You saw it in New Jersey with Alina Haba, Trump's former lawyer.
Again, some of the personal connection to the president.
You see it in an Eastern District of Virginia with Lindsay Halligan, also unfit for the role, not put in it by the president of the United States, not confirmed by the Congress.
And what supporters of the president aren't seeing is that this is actually screwing up.
I was going to say a bad word, but, you know, it's still early in the morning.
The most fucking up cases that they want to bring.
There you go.
Okay.
Is it better?
Is the audience, I like it.
Good, good.
Yeah.
No, it screws up, it screws up cases that they want to bring because the person at the top of the office,
courts are seeing that person as improperly in the role.
And so it's a problem, not just for partisan reasons.
It's literally damaging the very work that apparently they put their folks in to do.
It's just mind-blowing.
I want to talk to you about kind of like the guardrails that,
are remaining and I think this is really interesting. My husband's a criminal defense lawyer and he says
the federal judges are doing their job holding up the rule of law. Like they are really doing their
job and then it gets kicked to the Supreme Court in the shadow docket and they are completely
in the tank for Donald Trump. And my question is like psychologically, I think about as a layman,
a non-lawyer person. When I think about a Supreme Court justice, I think like Ivy League educated,
intellectual and then now I look at like Alito or Thomas and I think are they just
radicalized just like Bubba is and rural Oklahoma by Fox News or they just like
the flags that they're flying up the Alito's wife and are there are these people
are they just so radicalized by the Heritage Foundation like can you lift the
veil on any of that at all because it's fascinating to me from a psychological
standpoint, that somebody that has that much education is cannot critically think or is just so
incredibly biased.
It's really interesting.
Every president is entitled to put in people that share what he thinks is his judicial vision
or what he wants to put on the court.
All sorts of presidents have done it.
You know, you really touch on something important with the Samuel Alito flags issue, which
is something I've commented about publicly quite a lot when it happened.

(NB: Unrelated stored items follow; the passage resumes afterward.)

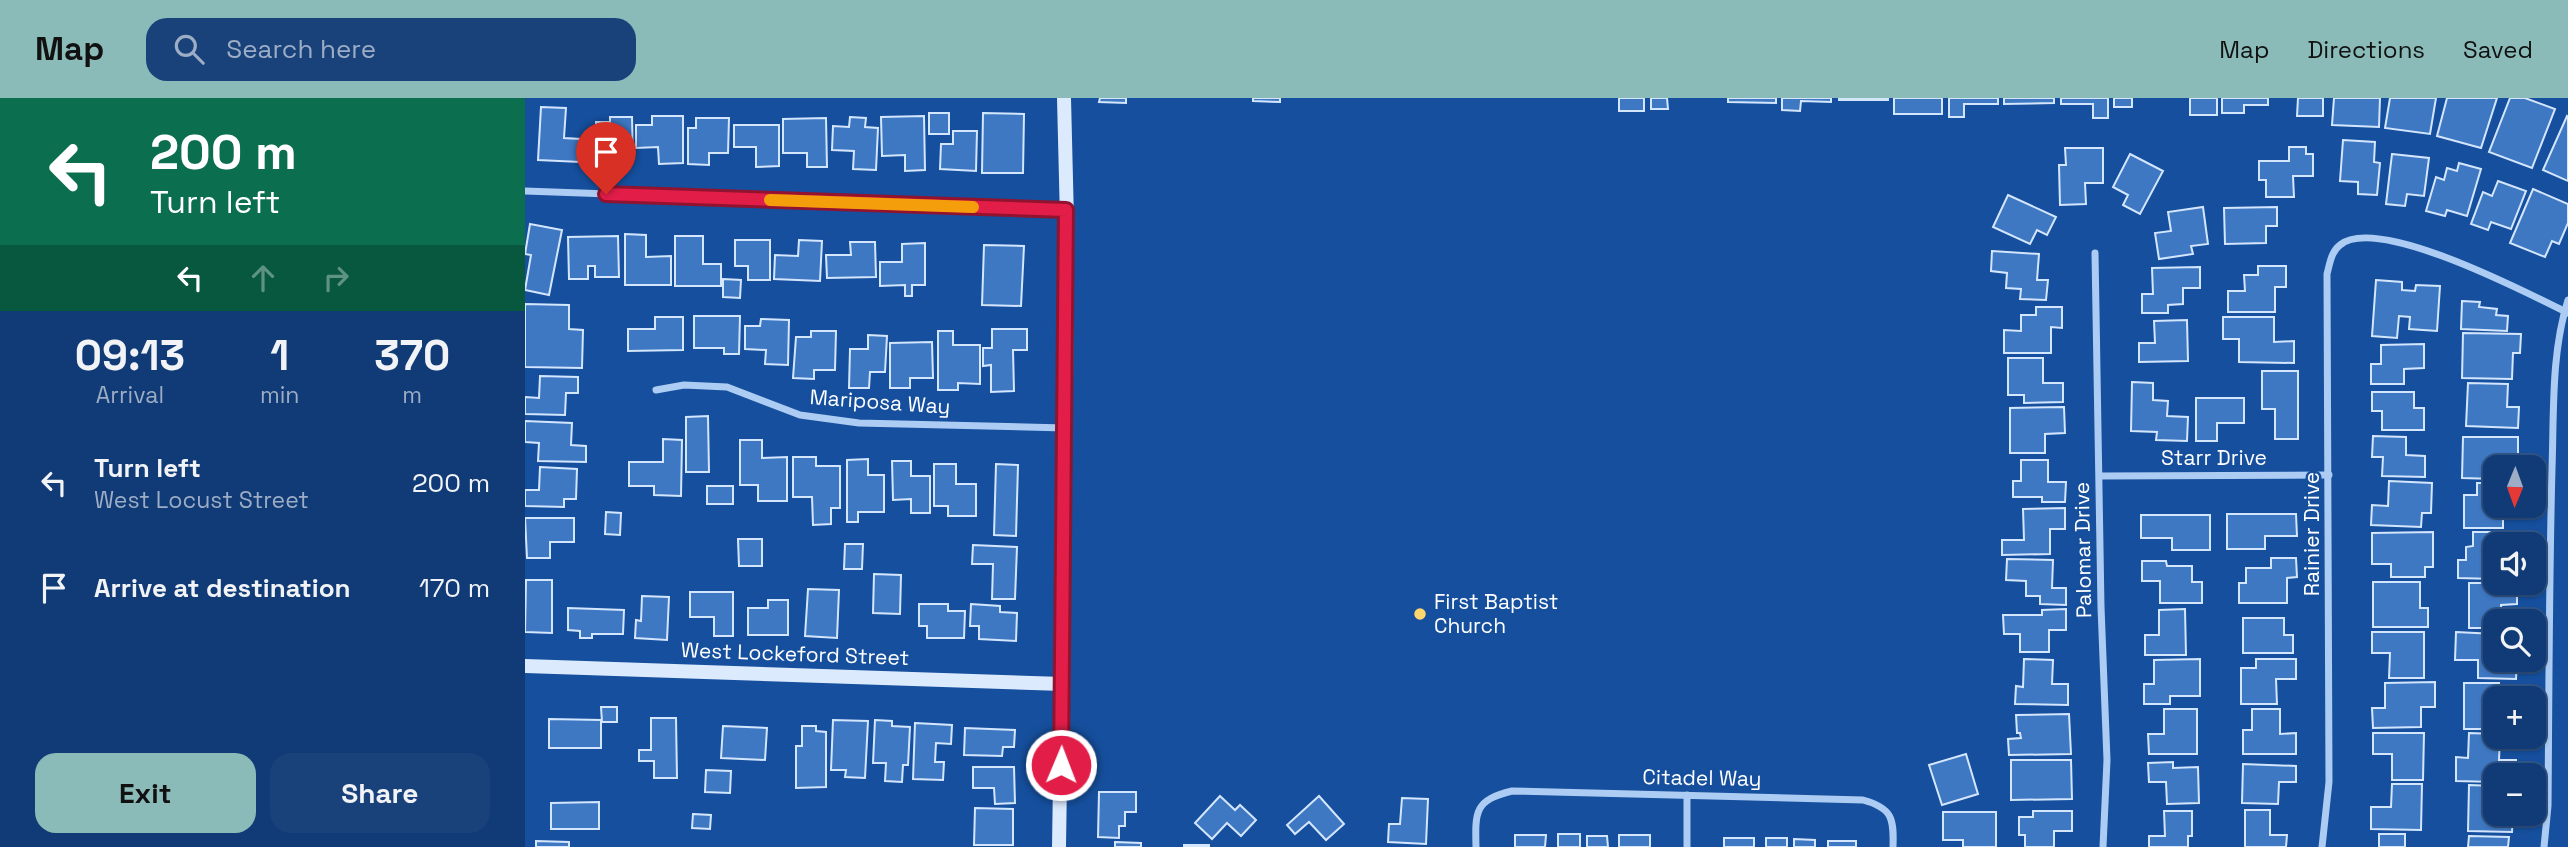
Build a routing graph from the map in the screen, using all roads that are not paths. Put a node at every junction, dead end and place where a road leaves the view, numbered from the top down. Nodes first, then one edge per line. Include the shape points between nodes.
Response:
1 (1064, 98) edge
2 (525, 191) edge
3 (1066, 210) junction
4 (2095, 253) dead end
5 (2568, 300) edge
6 (2566, 312) edge
7 (656, 390) dead end
8 (1065, 428) junction
9 (2329, 475) junction
10 (2100, 476) junction
11 (525, 666) edge
12 (1063, 684) junction
13 (1687, 795) junction
14 (1059, 847) edge
15 (1476, 847) edge
16 (1687, 847) edge
17 (1893, 847) edge
18 (2103, 847) edge
19 (2322, 847) edge
20 (2544, 847) edge

1 - 3 street
2 - 3 street
3 - 8 street
4 - 10 street, Palomar Drive
5 - 6 street
6 - 9 street, Rainier Drive via 2439,253 2373,239 2339,245 2327,274
6 - 20 street via 2554,398
7 - 8 street, Mariposa Way via 684,384 727,387 800,415 859,423
8 - 12 street
9 - 10 street, Starr Drive
9 - 19 street, Rainier Drive via 2329,782
10 - 18 street, Palomar Drive via 2107,760
11 - 12 street, West Lockeford Street
12 - 14 street
13 - 15 street, Citadel Way via 1513,791 1492,796 1480,805
13 - 16 street
13 - 17 street, Citadel Way via 1863,800 1880,805 1890,816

It's the court's allowed to have conservatives on it.
It's allowed to have people that have those views.
The moment you fly a flag in front of your house, expressing a political view, you have tainted your ability as a Supreme Court justice to hear cases on that issue.
And that issue came up.
So, Simiolito had flown a flag on his house that some January 6th folks were seen to have,
were seen to have flown, and many observers thought, wait a second, that's endorsement of a side.
You know, something I said, Jennifer, to your friend Scott Jennings on air, went around this
issue as imagine two things. One, I am an Eagle Scout proudly. If I were a judge and flew a Boy Scouts
of America banner on my house, and the Boy Scouts had a case before me, and they were being sued
suing somebody, I could not be, even if I were fair in my heart, I could not be seen as fair
by the public based on the public position I'd taken out and how I decorated my house. And the
Alito thing was exactly that. So we've lost some of this veneer or notion that justices are or ought
to be apolitical. And it seems to have gotten more extreme in the past years.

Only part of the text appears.